Kelly’s throat tightened as she recognized his pain.
“Your little man, J.R., he’s needin’ ya.” Matt cleared his throat, slid an embarrassed glance at Kelly, then turned his attention back to his sister. Obviously he felt more comfortable shoeing horses, mending fence or roping calves than he did trying to come up with words of encouragement to a comatose sibling. And yet he tried. Kelly’s heart twisted. Maybe there was more to Matt McCafferty than first met the eye, than rumor allowed. “And the rest of us, we need ya, too,” he added gruffly. With a final pat to his kid sister’s shoulder, he turned on his heel.
Kelly let her breath out slowly. Who was this man and why did she react to him—dear Lord, her hands were sweating, and if she didn’t know better, she’d swear her heartbeat accelerated whenever she saw him. But that was crazy. Just plain nuts.
Giving herself a quick mental shake, Kelly followed him through the door into the central hallway to the hub that housed the nurses’ station.
“Where’s Espinoza?” he asked, sliding a glance her way.
“Probably back at the office. He finished up here on another case, but he’s aware that you’re concerned. He’ll call you tonight, but I don’t think he can give you any more information than I have.”
“Damn.” They walked to the elevator and stepped into a waiting car. She ignored the fact that her pulse had accelerated, and she noticed that he smelled faintly of leather and soap. As the doors to the elevator shut and they were alone, his dark eyes focused on her. Hard. She wanted to squirm away from his intense, silently accusing eyes. Instead she stood her ground as he asked, “So why were you in Randi’s room?”
“Just to keep my focus. I hadn’t seen her for a while and after your visit this afternoon, I thought I’d see how she was getting along. I’ve kept in contact with the hospital, of course, gotten updates, but I thought seeing her might make me clearer on some points.”
“Such as?”
“Such as why was she up in Glacier Park? Where was she going? Who were her enemies? Who were her friends? Why did she fire the foreman of the ranch a week or so before she left Seattle? What happened at her job? Who’s the father of her child? Those kind of questions.”
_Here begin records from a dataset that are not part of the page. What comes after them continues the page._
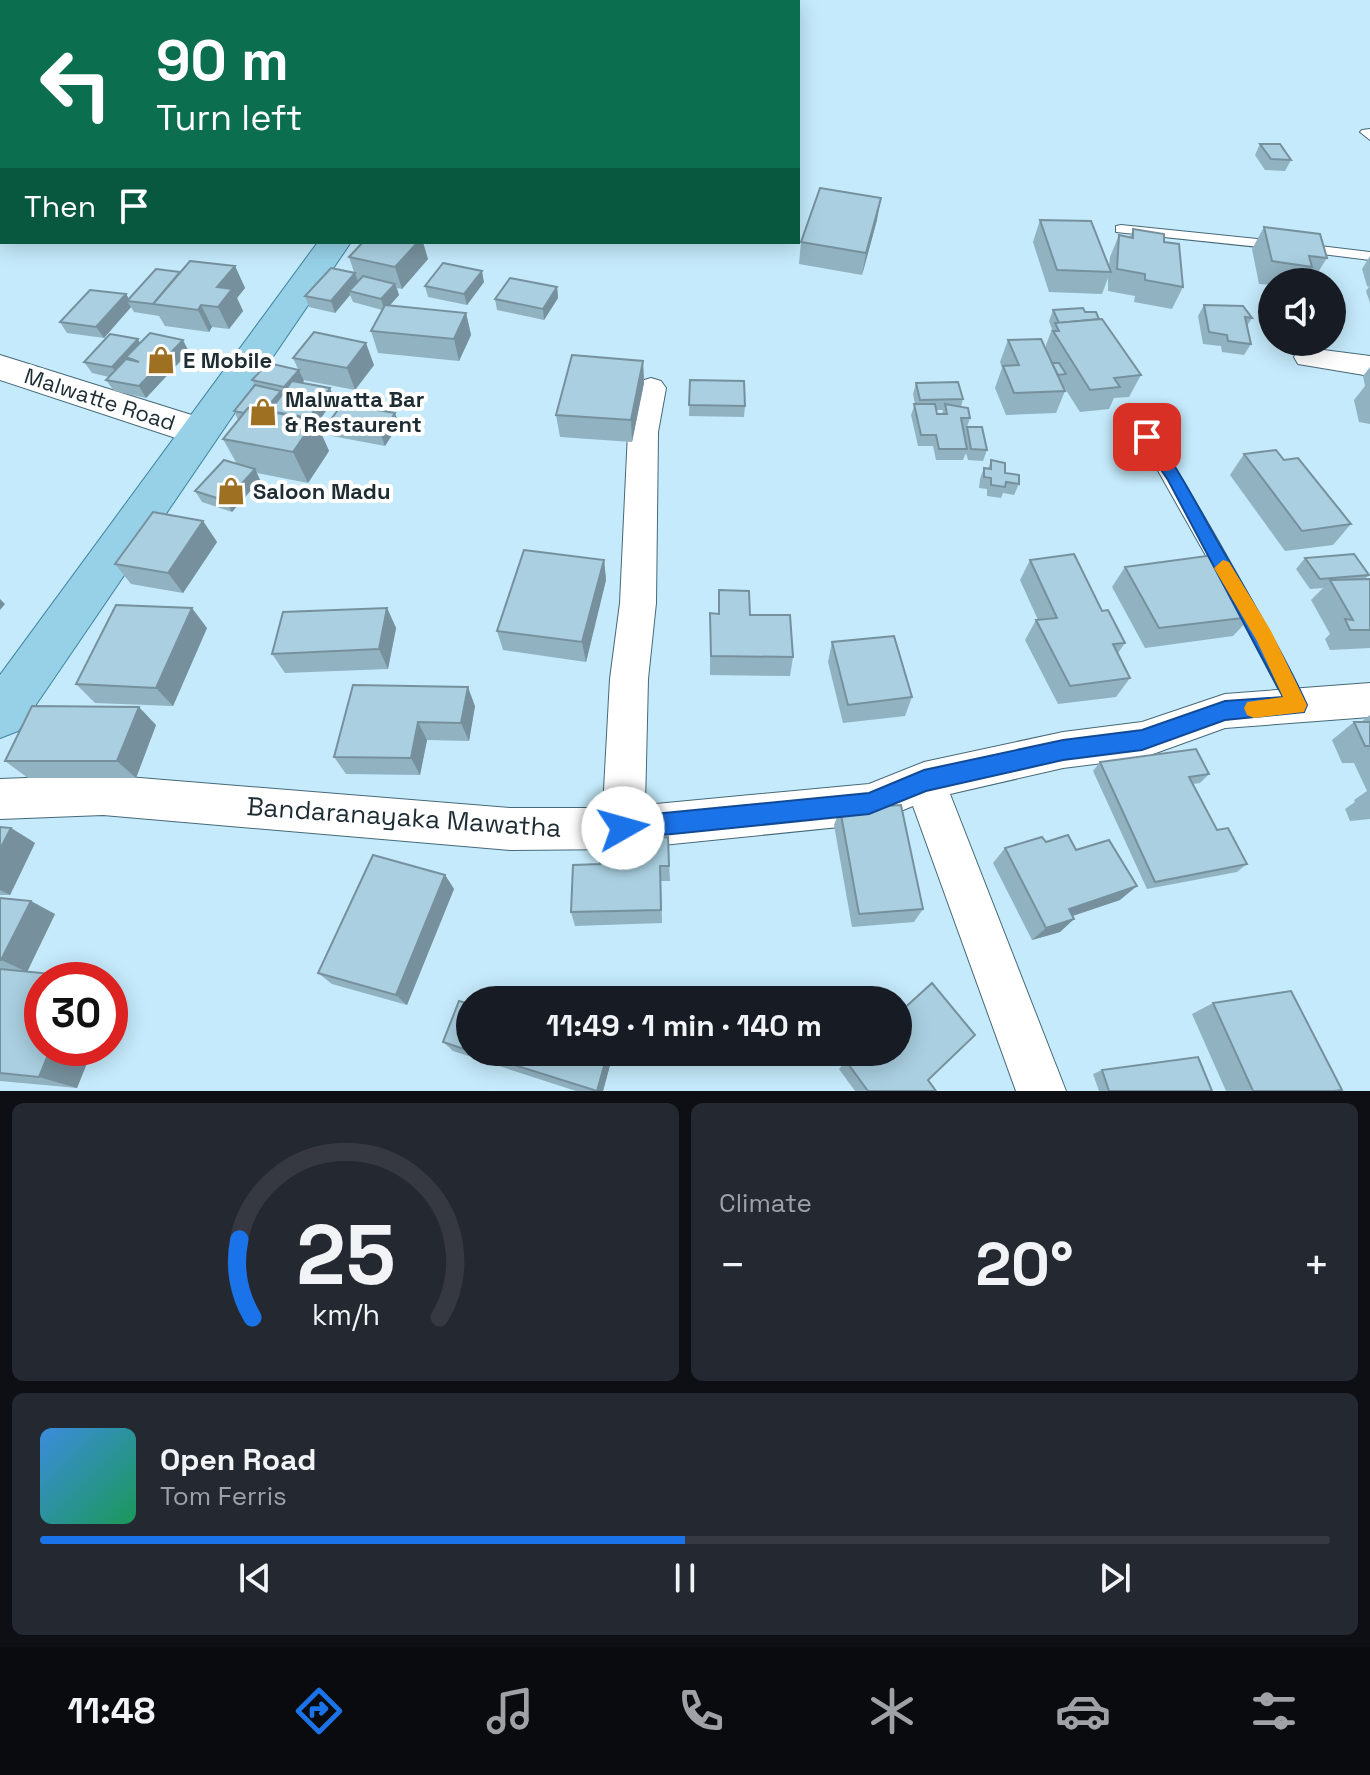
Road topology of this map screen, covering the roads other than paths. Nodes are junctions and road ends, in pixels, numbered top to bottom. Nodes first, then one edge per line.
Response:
1 (1121, 229) dead end
2 (334, 244) edge
3 (1370, 256) edge
4 (1308, 357) dead end
5 (1370, 366) edge
6 (0, 367) edge
7 (651, 388) dead end
8 (200, 432) junction
9 (1147, 437) dead end
10 (1370, 700) edge
11 (1297, 705) junction
12 (0, 715) edge
13 (924, 781) junction
14 (0, 799) edge
15 (623, 828) junction
16 (1041, 1091) edge

1 - 3 lane
2 - 8 main road
4 - 5 street
6 - 8 street, Malwatte Road
7 - 15 street
8 - 12 main road
9 - 11 lane
10 - 11 street, Bandaranayaka Mawatha
11 - 13 street, Bandaranayaka Mawatha
13 - 15 street, Bandaranayaka Mawatha
13 - 16 street
14 - 15 street, Bandaranayaka Mawatha

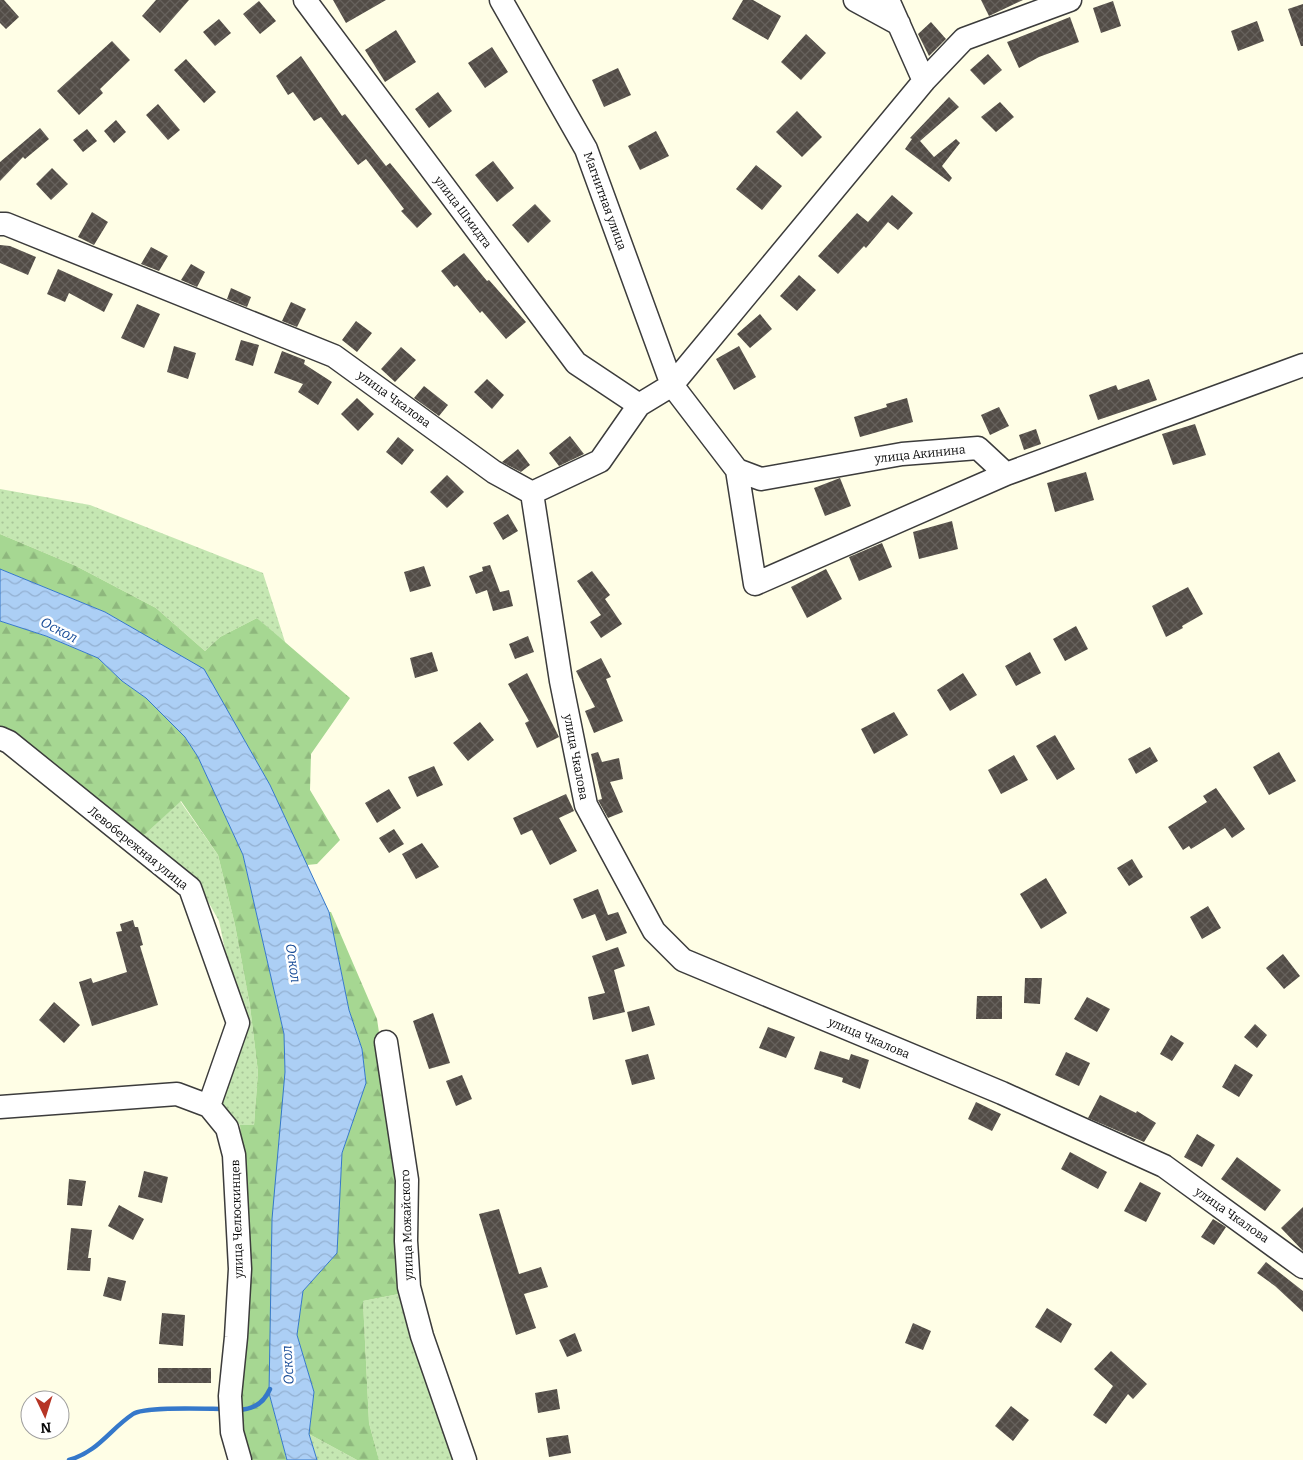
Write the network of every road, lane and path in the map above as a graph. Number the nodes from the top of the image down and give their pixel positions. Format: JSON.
{"nodes":[{"id":1,"x":305,"y":0,"type":"edge"},
{"id":2,"x":501,"y":0,"type":"edge"},
{"id":3,"x":855,"y":0,"type":"edge"},
{"id":4,"x":888,"y":0,"type":"edge"},
{"id":5,"x":1070,"y":0,"type":"edge"},
{"id":6,"x":899,"y":24,"type":"junction"},
{"id":7,"x":924,"y":81,"type":"junction"},
{"id":8,"x":0,"y":224,"type":"edge"},
{"id":9,"x":1303,"y":365,"type":"edge"},
{"id":10,"x":672,"y":385,"type":"junction"},
{"id":11,"x":640,"y":405,"type":"junction"},
{"id":12,"x":737,"y":470,"type":"junction"},
{"id":13,"x":1006,"y":474,"type":"junction"},
{"id":14,"x":532,"y":492,"type":"junction"},
{"id":15,"x":0,"y":738,"type":"edge"},
{"id":16,"x":386,"y":1042,"type":"dead end"},
{"id":17,"x":1,"y":1103,"type":"edge"},
{"id":18,"x":210,"y":1106,"type":"junction"},
{"id":19,"x":1303,"y":1267,"type":"edge"},
{"id":20,"x":240,"y":1460,"type":"edge"},
{"id":21,"x":465,"y":1460,"type":"edge"}],
"edges":[{"from":1,"to":11,"type":"street","name":"улица Шмидта"},
{"from":2,"to":10,"type":"street","name":"Магнитная улица"},
{"from":3,"to":6,"type":"street"},
{"from":4,"to":6,"type":"street"},
{"from":5,"to":7,"type":"street"},
{"from":6,"to":7,"type":"street"},
{"from":7,"to":10,"type":"street"},
{"from":8,"to":14,"type":"street","name":"улица Чкалова"},
{"from":9,"to":13,"type":"street"},
{"from":10,"to":11,"type":"street"},
{"from":10,"to":12,"type":"street"},
{"from":11,"to":14,"type":"street"},
{"from":12,"to":13,"type":"street","name":"улица Акинина"},
{"from":12,"to":13,"type":"street"},
{"from":14,"to":19,"type":"street","name":"улица Чкалова"},
{"from":15,"to":18,"type":"street","name":"Левобережная улица"},
{"from":16,"to":21,"type":"street","name":"улица Можайского"},
{"from":17,"to":18,"type":"street"},
{"from":18,"to":20,"type":"street","name":"улица Челюскинцев"}]}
“Get any answers?” he asked sarcastically.
“I was hoping someone in the family might know.”
“I wish. No one does.” He leaned against the rail surrounding the interior as the elevator car landed and the doors opened to the lobby. He straightened, his jacketed arm brushing hers. She stepped out of the car, ignored the faint physical contact. “What do you know about a book your sister was writing?”
“I’m not sure there is one,” he said as they crossed a carpeted reception area where wood-framed chairs were scattered around tables strewn with magazines and a few potted trees had been added to give some illusion that St. James Hospital was more than a medical facility, warmer than an institution.
“Your housekeeper, Juanita Ramirez, said she was in contact with your sister before the accident and that Randi had been working on a book of some kind, but no one seems to know anything more about it.”
“Juanita didn’t even know that Randi was pregnant. I doubt if she was privy to my sister’s secrets,” Matt muttered as he made his way to the wide glass doors of the main entrance.
“Why would she make it up?”
“I’m not saying Juanita’s lying.” The first set of doors opened automatically, and as Kelly stepped into the vestibule, she felt the temperature lower ten or fifteen degrees. Thank God. For some reason she was sweating.
“But maybe Randi fibbed. She’d talked about writing a book since she was a kid in high school, but did she ever? No. Not that my brothers or I ever heard of.”